Sternal chest wall deformity or Pectus Carinatum Deformity is associated with a pigeon chest appearance, associated with deformity and protrusion of both the ribcage and the sternum. This anomaly congenitally is often referred to as a pigeon chest. There is bowing outward externally of the chest wall. It usually occurs as a solitary abnormality that may be associated with other genetic disorders or syndromes. It is contrary to pectus excavatum, which is associated with contour depression deformity of the midline or sternum. The etiology of pectus carinatum is when the sternum does not lie flat and rather it is a congenital deformity in which the costochondral junction and the midline sternum protrude anteriorly.


We operate on patients in our Beverly Hills practice with pectus carinatum, although it does not appear to be as frequent as the pectus excavatum patients that we see. The sternal deformity should always be evaluated for other abnormalities or other syndromes.

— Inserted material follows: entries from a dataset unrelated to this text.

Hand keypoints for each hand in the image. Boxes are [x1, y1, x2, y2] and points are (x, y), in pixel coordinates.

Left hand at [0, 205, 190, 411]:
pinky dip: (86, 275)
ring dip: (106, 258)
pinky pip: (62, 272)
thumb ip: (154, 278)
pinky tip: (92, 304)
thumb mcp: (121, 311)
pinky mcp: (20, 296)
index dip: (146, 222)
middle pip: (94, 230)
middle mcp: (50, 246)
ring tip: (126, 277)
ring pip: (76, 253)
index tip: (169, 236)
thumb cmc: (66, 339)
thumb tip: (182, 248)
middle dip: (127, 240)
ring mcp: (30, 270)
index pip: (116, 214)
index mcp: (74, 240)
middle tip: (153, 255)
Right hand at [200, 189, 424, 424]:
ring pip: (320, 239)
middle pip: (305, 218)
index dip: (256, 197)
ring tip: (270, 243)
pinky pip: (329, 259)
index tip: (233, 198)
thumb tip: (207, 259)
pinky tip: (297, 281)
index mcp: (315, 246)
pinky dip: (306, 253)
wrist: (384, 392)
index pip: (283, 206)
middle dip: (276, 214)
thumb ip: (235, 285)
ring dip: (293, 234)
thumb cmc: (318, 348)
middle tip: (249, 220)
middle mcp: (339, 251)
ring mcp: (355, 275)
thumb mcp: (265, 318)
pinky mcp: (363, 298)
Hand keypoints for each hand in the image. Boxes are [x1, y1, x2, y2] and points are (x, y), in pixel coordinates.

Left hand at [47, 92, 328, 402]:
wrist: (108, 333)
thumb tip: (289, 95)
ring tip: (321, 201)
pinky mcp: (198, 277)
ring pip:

What occurs is the sternum protrudes and there is a narrow depression along the sides of the chest which gives a bowed out appearance to the chest wall similar to that of a pigeon chest. Normally, these patients have normal heart and lungs. Patients with pectus carinatum aesthetically can be improved with breast augmentation by placing subpectoral implants in the dual plane technique using high profile saline or silicone gel implants.

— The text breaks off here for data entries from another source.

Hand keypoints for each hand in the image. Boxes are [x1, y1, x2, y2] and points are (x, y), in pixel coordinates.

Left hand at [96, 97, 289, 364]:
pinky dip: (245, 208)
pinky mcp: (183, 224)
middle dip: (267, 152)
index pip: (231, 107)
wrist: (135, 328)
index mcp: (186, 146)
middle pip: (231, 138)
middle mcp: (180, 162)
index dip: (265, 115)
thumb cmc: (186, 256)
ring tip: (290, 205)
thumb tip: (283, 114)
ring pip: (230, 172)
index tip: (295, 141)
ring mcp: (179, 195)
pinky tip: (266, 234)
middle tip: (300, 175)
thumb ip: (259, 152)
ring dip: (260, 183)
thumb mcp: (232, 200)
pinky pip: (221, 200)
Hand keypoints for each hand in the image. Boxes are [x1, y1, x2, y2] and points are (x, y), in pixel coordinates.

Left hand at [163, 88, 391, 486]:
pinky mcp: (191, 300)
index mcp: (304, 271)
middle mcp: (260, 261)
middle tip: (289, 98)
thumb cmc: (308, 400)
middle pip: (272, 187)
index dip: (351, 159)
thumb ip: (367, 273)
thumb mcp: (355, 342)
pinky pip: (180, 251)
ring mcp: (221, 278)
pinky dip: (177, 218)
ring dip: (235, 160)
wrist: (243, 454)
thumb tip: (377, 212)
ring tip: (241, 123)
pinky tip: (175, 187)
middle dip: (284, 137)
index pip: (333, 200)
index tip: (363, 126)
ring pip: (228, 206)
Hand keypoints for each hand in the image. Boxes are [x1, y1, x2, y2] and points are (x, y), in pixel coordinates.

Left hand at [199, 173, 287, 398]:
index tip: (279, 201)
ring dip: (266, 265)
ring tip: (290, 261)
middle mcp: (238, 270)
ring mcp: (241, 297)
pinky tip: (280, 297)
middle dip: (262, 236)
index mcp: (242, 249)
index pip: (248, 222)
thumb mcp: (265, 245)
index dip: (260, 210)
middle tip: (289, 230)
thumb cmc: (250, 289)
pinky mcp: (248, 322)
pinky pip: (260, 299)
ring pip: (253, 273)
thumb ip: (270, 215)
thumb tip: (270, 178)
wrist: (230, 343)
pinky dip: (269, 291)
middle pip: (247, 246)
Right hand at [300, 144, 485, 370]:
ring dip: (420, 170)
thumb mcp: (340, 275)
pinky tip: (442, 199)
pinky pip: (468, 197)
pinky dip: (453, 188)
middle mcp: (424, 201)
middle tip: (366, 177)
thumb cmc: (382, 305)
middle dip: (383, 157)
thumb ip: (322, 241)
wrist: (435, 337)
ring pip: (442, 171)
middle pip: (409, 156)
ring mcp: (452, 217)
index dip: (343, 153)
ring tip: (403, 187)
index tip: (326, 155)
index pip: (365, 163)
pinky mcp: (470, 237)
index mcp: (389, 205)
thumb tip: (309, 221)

It is seen in approximately one in 400 births. People who have pectus carinatum normally have normal development of both the cardiac and pulmonary systems. These patients present with an outward rigidity of the chest wall. They can be associated with asthma as well as pulmonary insufficiency. Some children with the pectus carinatum may also present with scoliosis or lumbar lordosis which is a curvature in the spinal cord and vertebral column. It may also be associated with a mitral valve prolapse. The prognosis is usually excellent for pectus carinatum and surgical treatments can include surgical release of the costochondral junction as well as the sternum with repositioning with wires and/or rods. Some patients will have bracing as a first line treatment which of course is a noninvasive method of correction.

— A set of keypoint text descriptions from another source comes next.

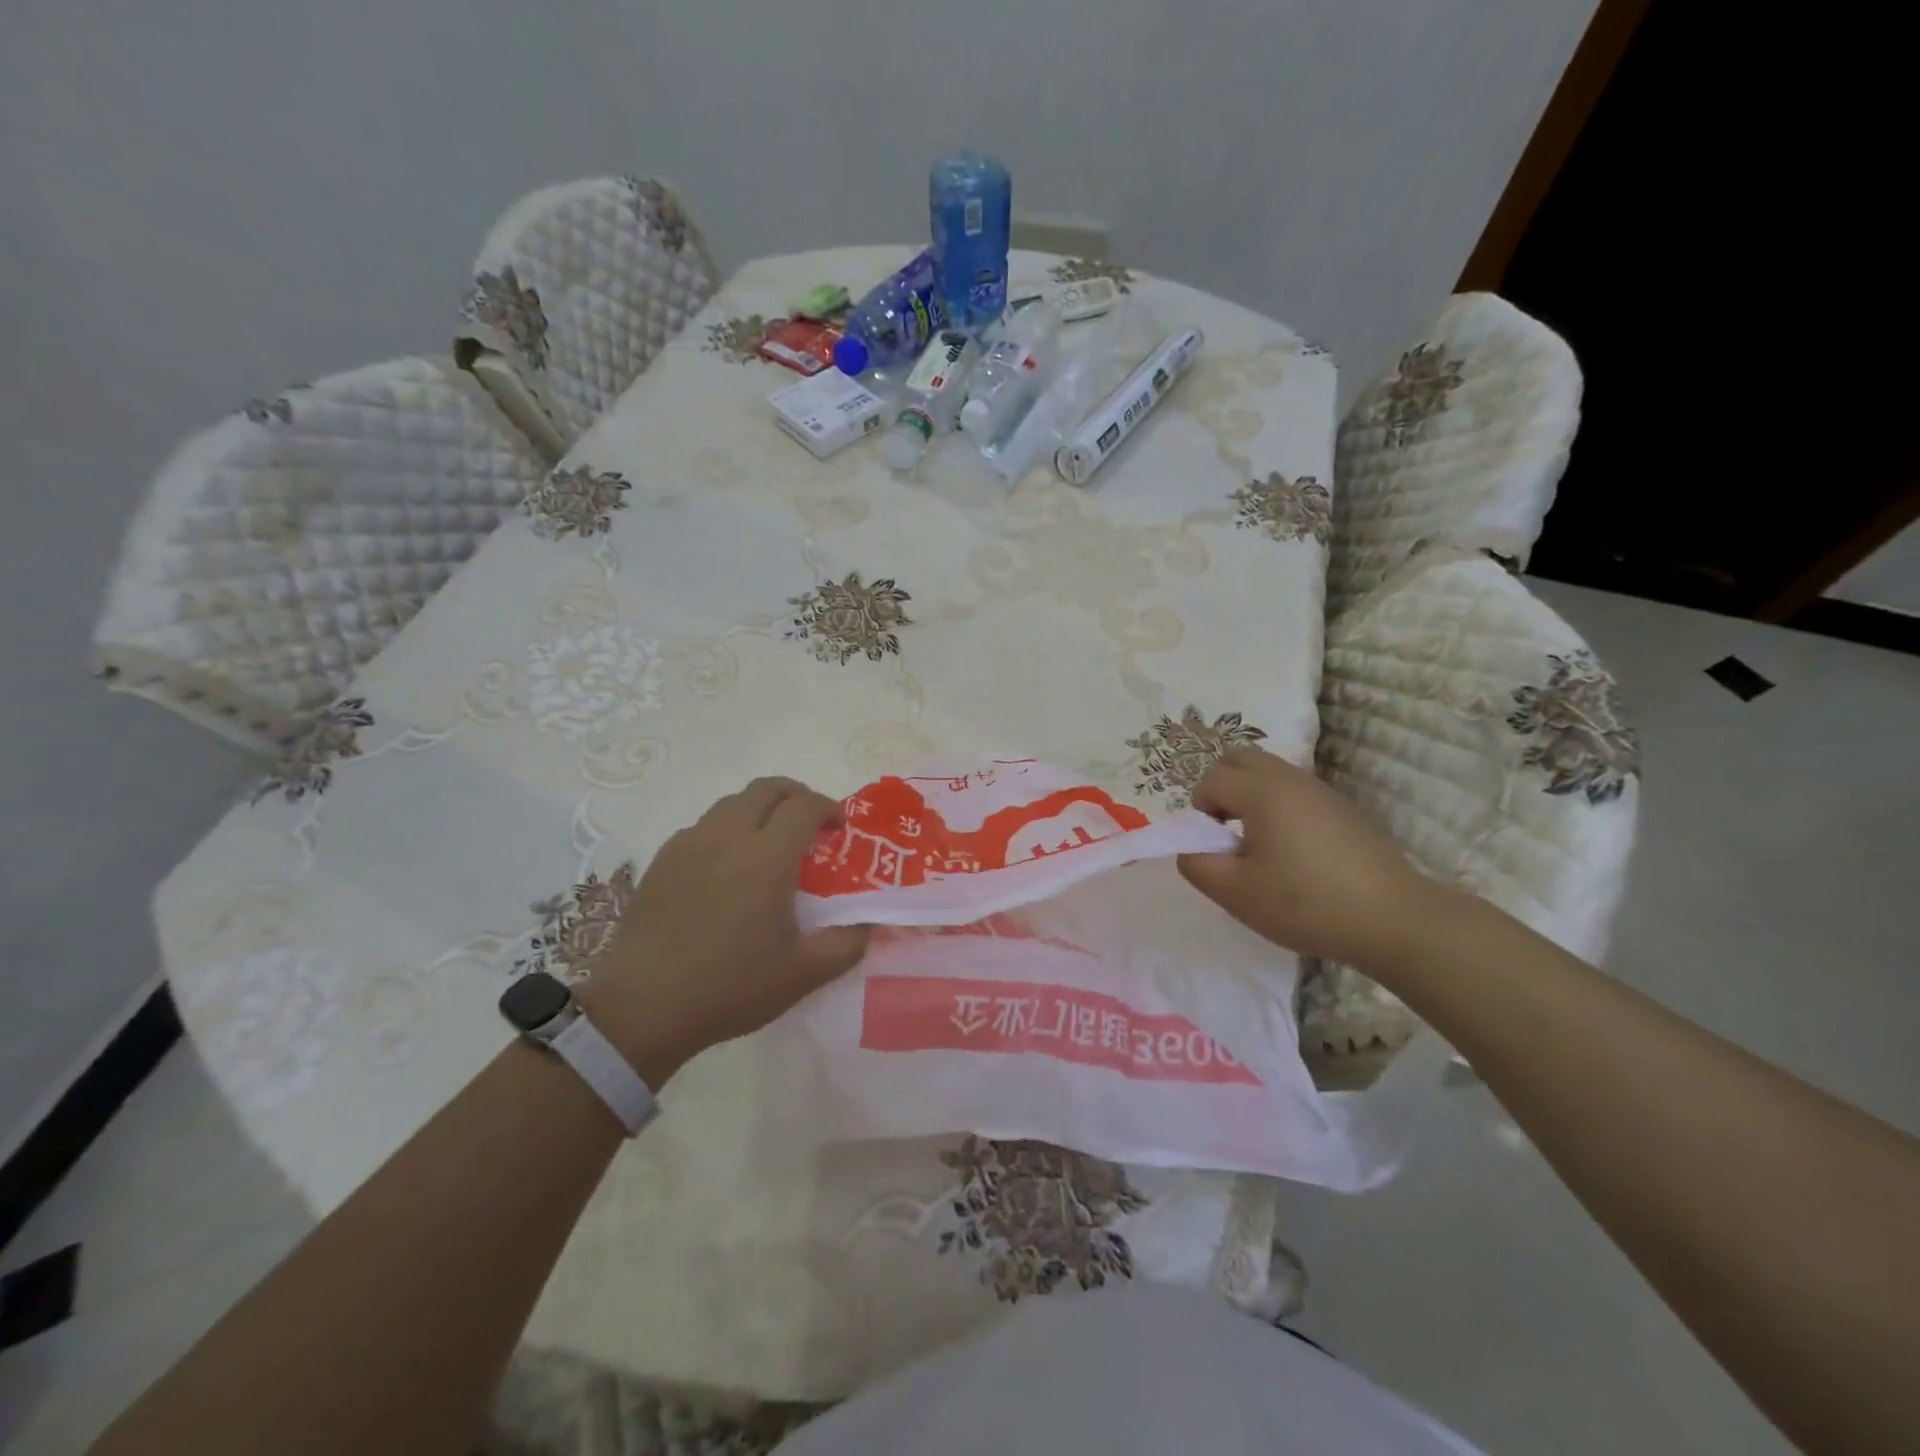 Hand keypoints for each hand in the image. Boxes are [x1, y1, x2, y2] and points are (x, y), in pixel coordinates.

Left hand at [579, 777, 870, 1085]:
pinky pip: (703, 826)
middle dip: (796, 795)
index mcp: (766, 857)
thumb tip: (868, 925)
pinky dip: (727, 829)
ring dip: (760, 810)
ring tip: (770, 844)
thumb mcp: (802, 975)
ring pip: (732, 803)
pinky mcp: (663, 860)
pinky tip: (728, 867)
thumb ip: (846, 945)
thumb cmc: (729, 987)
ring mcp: (689, 844)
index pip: (803, 805)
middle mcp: (727, 836)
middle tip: (809, 824)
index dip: (827, 808)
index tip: (838, 828)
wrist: (642, 1007)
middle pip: (767, 789)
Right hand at [1176, 747, 1448, 970]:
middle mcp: (1291, 779)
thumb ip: (1196, 864)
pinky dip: (1280, 806)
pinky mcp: (1343, 809)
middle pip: (1240, 758)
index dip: (1201, 812)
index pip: (1212, 780)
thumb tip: (1192, 848)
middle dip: (1222, 788)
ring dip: (1251, 796)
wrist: (1394, 920)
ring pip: (1270, 772)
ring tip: (1259, 844)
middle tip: (1228, 832)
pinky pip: (1295, 791)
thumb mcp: (1235, 893)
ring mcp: (1322, 791)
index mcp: (1262, 792)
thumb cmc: (1306, 904)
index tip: (1216, 848)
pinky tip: (1295, 852)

Below you will see examples of pectus carinatum that are somewhat correctable in patients who have significant pigeon chests or pectus carinatum. In order to reduce this effect, the implants can be placed in the subpectoral pocket. Care must be taken to avoid a pneumothorax and therefore a small cuff of muscle is maintained on the parasternal ridge and along the costochondral junction. Our patients are instructed that cleavage postoperatively will be affected by the carinatum and that the implants will be laterally displaced by the chest wall and that to minimize this there should be less dissection lateral to the areola which will allow for enhanced cleavage and a reduction in the visualization of the carinatum. Deformity of pectus carinatum are seen in my practice monthly; however, the severe cases can make it quite difficult to establish any cleavage unless significantly larger implants are used. Conservative size implants usually lead to lateral displacement of the implants over time with lack of cleavage when patients do not wear bras. Wearing the Dr. Linder Bra, extra small size post perioperative period may help to allow for compression of the implants and an enhanced cleavage as well. Pectus carinatum, although not all that common, seen in one in 400 patients, can be correctable by thoracic surgical procedures if severe and if patients present with pulmonary cardio insufficiency.